Please give back each entry below unaltered, leaving the pictures out.

━━━━━ RECORDS FOR THE EXERCISE ━━━━━

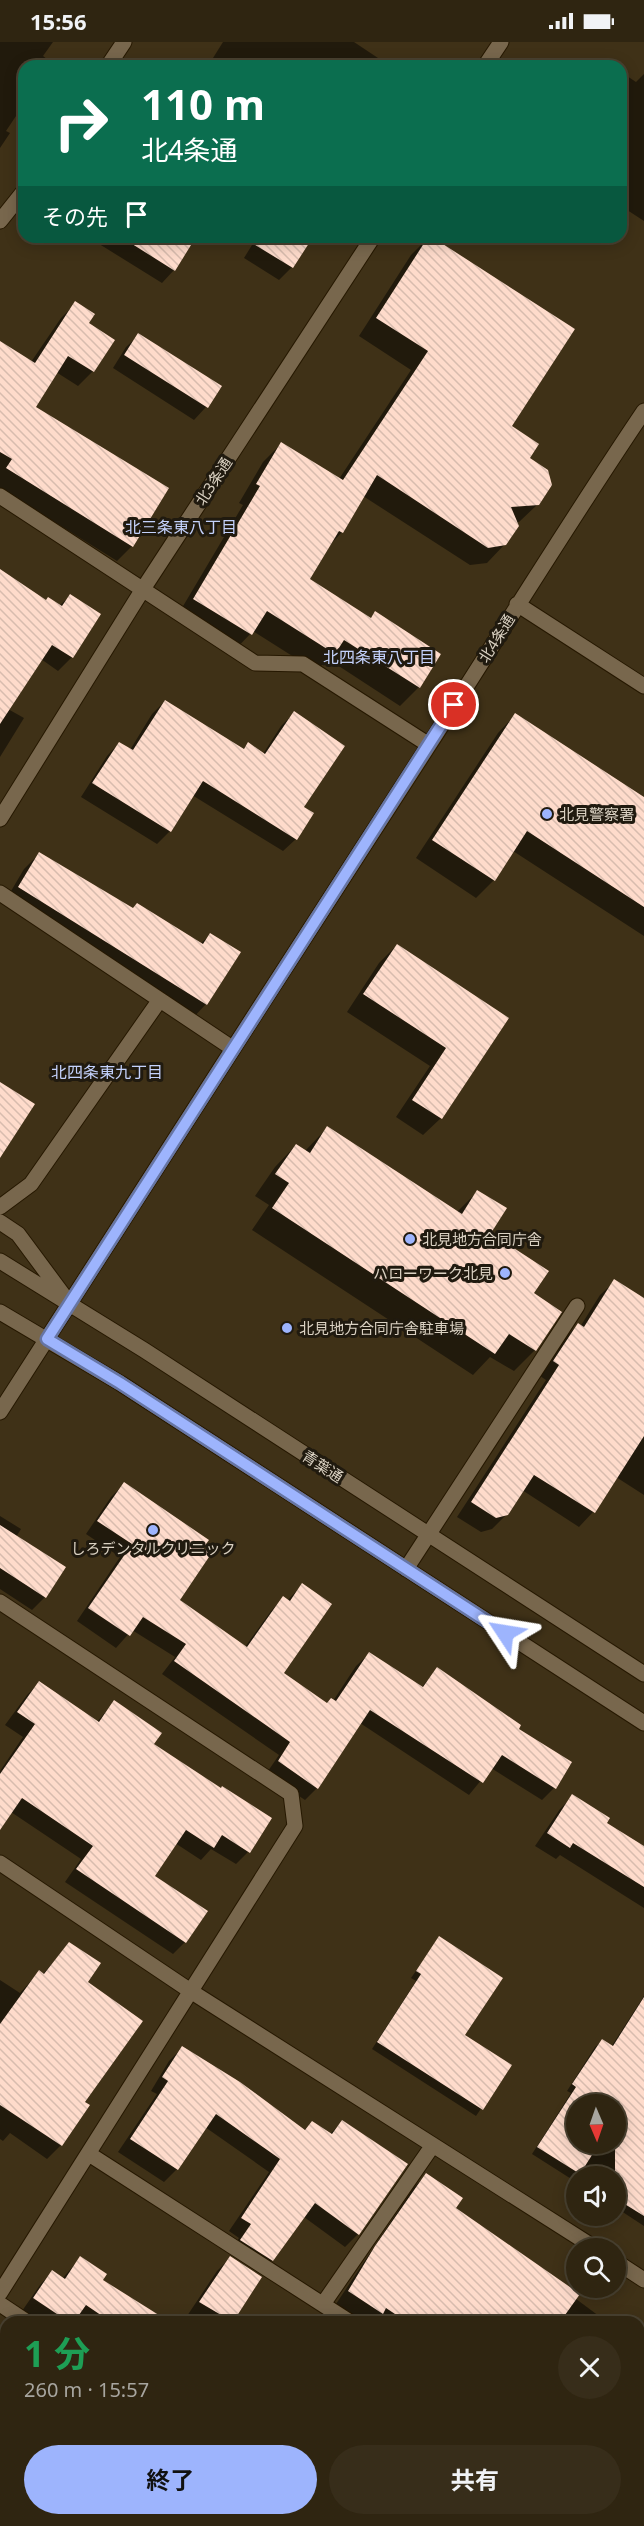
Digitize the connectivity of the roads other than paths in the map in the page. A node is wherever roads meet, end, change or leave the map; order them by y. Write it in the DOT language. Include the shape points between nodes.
graph roads {
  1 [pos="124,42"];
  2 [pos="501,42"];
  3 [pos="112,60"];
  4 [pos="489,60"];
  5 [pos="18,198"];
  6 [pos="0,221"];
  7 [pos="369,243"];
  8 [pos="644,411"];
  9 [pos="0,496"];
  10 [pos="143,589"];
  11 [pos="517,604"];
  12 [pos="644,686"];
  13 [pos="429,745"];
  14 [pos="0,819"];
  15 [pos="0,893"];
  16 [pos="159,1001"];
  17 [pos="232,1047"];
  18 [pos="0,1206"];
  19 [pos="0,1222"];
  20 [pos="0,1261"];
  21 [pos="70,1304"];
  22 [pos="577,1306"];
  23 [pos="0,1312"];
  24 [pos="47,1339"];
  25 [pos="0,1412"];
  26 [pos="429,1534"];
  27 [pos="406,1569"];
  28 [pos="0,1602"];
  29 [pos="644,1674"];
  30 [pos="644,1723"];
  31 [pos="0,1863"];
  32 [pos="192,1992"];
  33 [pos="433,2145"];
  34 [pos="89,2154"];
  35 [pos="579,2238"];
  36 [pos="626,2268"];
  37 [pos="644,2280"];
  38 [pos="0,2293"];
  39 [pos="0,2304"];
  40 [pos="323,2304"];
  41 [pos="18,2316"];
  42 [pos="341,2316"];
  1 -- 3 [label="street"];
  2 -- 4 [label="street"];
  5 -- 6 [label="street"];
  7 -- 10 [label="street, 北3条通"];
  8 -- 11 [label="street, 北4条通"];
  9 -- 10 [label="street"];
  10 -- 13 [label="street" via="255,663 303,664"];
  10 -- 14 [label="street, 北3条通"];
  11 -- 12 [label="street"];
  11 -- 13 [label="street, 北4条通"];
  13 -- 17 [label="street, 北4条通"];
  15 -- 16 [label="street"];
  16 -- 17 [label="street"];
  16 -- 18 [label="street" via="31,1184"];
  17 -- 21 [label="street, 北4条通"];
  19 -- 21 [label="street" via="18,1234"];
  20 -- 21 [label="street, 青葉通"];
  21 -- 24 [label="street, 北4条通"];
  21 -- 26 [label="street, 青葉通"];
  22 -- 26 [label="street"];
  23 -- 24 [label="street"];
  24 -- 25 [label="street, 北4条通"];
  24 -- 27 [label="street"];
  26 -- 27 [label="street"];
  26 -- 29 [label="street, 青葉通"];
  27 -- 30 [label="street"];
  28 -- 32 [label="street" via="291,1794 295,1826"];
  31 -- 32 [label="street"];
  32 -- 33 [label="street"];
  32 -- 34 [label="street"];
  33 -- 35 [label="street"];
  33 -- 40 [label="street"];
  34 -- 38 [label="street"];
  34 -- 40 [label="street"];
  36 -- 37 [label="street"];
  39 -- 41 [label="street"];
  40 -- 42 [label="street"];
}
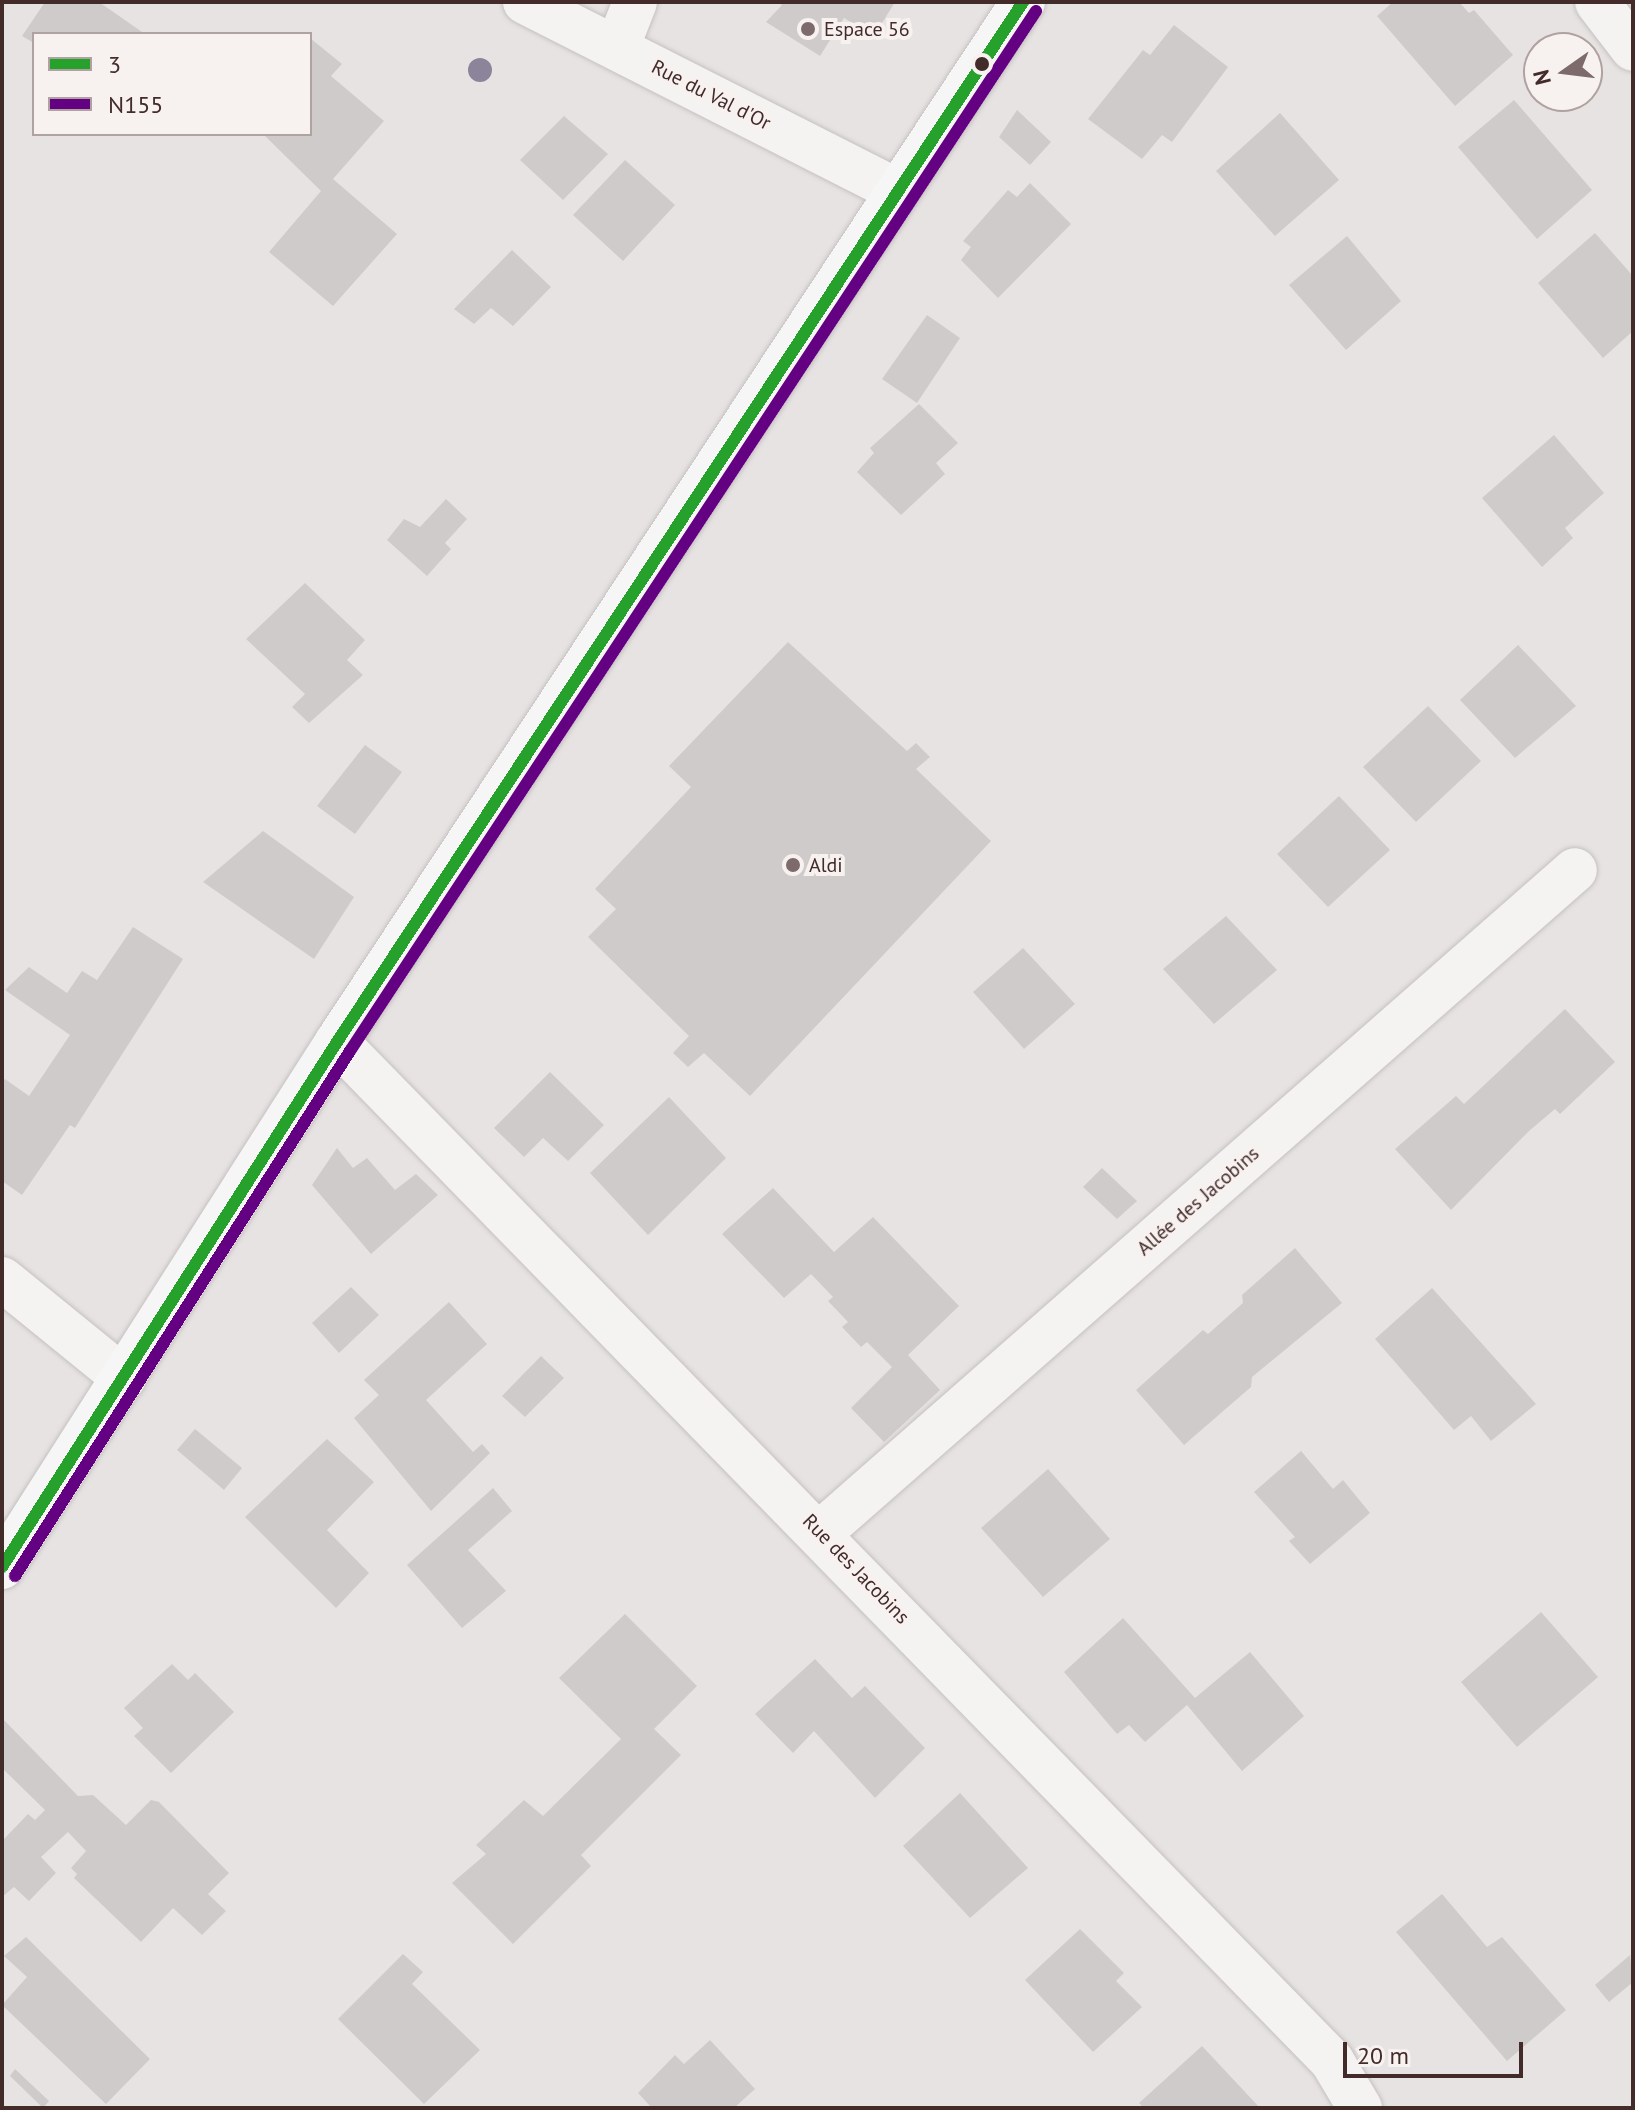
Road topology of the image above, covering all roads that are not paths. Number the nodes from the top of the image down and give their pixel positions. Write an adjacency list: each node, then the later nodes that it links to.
1 (525, 2): 5 (street, Rue du Val d'Or)
2 (635, 2): 5 (street)
3 (1023, 2): 7 (main road)
4 (1597, 2): 6 (street)
5 (617, 48): 7 (street, Rue du Val d'Or)
6 (1633, 49)
7 (896, 190): 9 (main road)
8 (1575, 870): 12 (street, Allée des Jacobins)
9 (337, 1042): 11 (main road); 12 (street, Rue des Jacobins)
10 (2, 1279): 11 (street)
11 (124, 1378): 13 (main road)
12 (821, 1532): 14 (street, Rue des Jacobins)
13 (2, 1567)
14 (1360, 2108)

━━━━━

RESPONSE TO THIS EXERCISE:
Digitize the connectivity of the roads other than paths in the map in the page. A node is wherever roads meet, end, change or leave the map; order them by y. Write it in the DOT language. Include the shape points between nodes.
graph roads {
  1 [pos="124,42"];
  2 [pos="501,42"];
  3 [pos="112,60"];
  4 [pos="489,60"];
  5 [pos="18,198"];
  6 [pos="0,221"];
  7 [pos="369,243"];
  8 [pos="644,411"];
  9 [pos="0,496"];
  10 [pos="143,589"];
  11 [pos="517,604"];
  12 [pos="644,686"];
  13 [pos="429,745"];
  14 [pos="0,819"];
  15 [pos="0,893"];
  16 [pos="159,1001"];
  17 [pos="232,1047"];
  18 [pos="0,1206"];
  19 [pos="0,1222"];
  20 [pos="0,1261"];
  21 [pos="70,1304"];
  22 [pos="577,1306"];
  23 [pos="0,1312"];
  24 [pos="47,1339"];
  25 [pos="0,1412"];
  26 [pos="429,1534"];
  27 [pos="406,1569"];
  28 [pos="0,1602"];
  29 [pos="644,1674"];
  30 [pos="644,1723"];
  31 [pos="0,1863"];
  32 [pos="192,1992"];
  33 [pos="433,2145"];
  34 [pos="89,2154"];
  35 [pos="579,2238"];
  36 [pos="626,2268"];
  37 [pos="644,2280"];
  38 [pos="0,2293"];
  39 [pos="0,2304"];
  40 [pos="323,2304"];
  41 [pos="18,2316"];
  42 [pos="341,2316"];
  1 -- 3 [label="street"];
  2 -- 4 [label="street"];
  5 -- 6 [label="street"];
  7 -- 10 [label="street, 北3条通"];
  8 -- 11 [label="street, 北4条通"];
  9 -- 10 [label="street"];
  10 -- 13 [label="street" via="255,663 303,664"];
  10 -- 14 [label="street, 北3条通"];
  11 -- 12 [label="street"];
  11 -- 13 [label="street, 北4条通"];
  13 -- 17 [label="street, 北4条通"];
  15 -- 16 [label="street"];
  16 -- 17 [label="street"];
  16 -- 18 [label="street" via="31,1184"];
  17 -- 21 [label="street, 北4条通"];
  19 -- 21 [label="street" via="18,1234"];
  20 -- 21 [label="street, 青葉通"];
  21 -- 24 [label="street, 北4条通"];
  21 -- 26 [label="street, 青葉通"];
  22 -- 26 [label="street"];
  23 -- 24 [label="street"];
  24 -- 25 [label="street, 北4条通"];
  24 -- 27 [label="street"];
  26 -- 27 [label="street"];
  26 -- 29 [label="street, 青葉通"];
  27 -- 30 [label="street"];
  28 -- 32 [label="street" via="291,1794 295,1826"];
  31 -- 32 [label="street"];
  32 -- 33 [label="street"];
  32 -- 34 [label="street"];
  33 -- 35 [label="street"];
  33 -- 40 [label="street"];
  34 -- 38 [label="street"];
  34 -- 40 [label="street"];
  36 -- 37 [label="street"];
  39 -- 41 [label="street"];
  40 -- 42 [label="street"];
}
Road topology of the image above, covering all roads that are not paths. Number the nodes from the top of the image down and give their pixel positions. Write an adjacency list: each node, then the later nodes that it links to.
1 (525, 2): 5 (street, Rue du Val d'Or)
2 (635, 2): 5 (street)
3 (1023, 2): 7 (main road)
4 (1597, 2): 6 (street)
5 (617, 48): 7 (street, Rue du Val d'Or)
6 (1633, 49)
7 (896, 190): 9 (main road)
8 (1575, 870): 12 (street, Allée des Jacobins)
9 (337, 1042): 11 (main road); 12 (street, Rue des Jacobins)
10 (2, 1279): 11 (street)
11 (124, 1378): 13 (main road)
12 (821, 1532): 14 (street, Rue des Jacobins)
13 (2, 1567)
14 (1360, 2108)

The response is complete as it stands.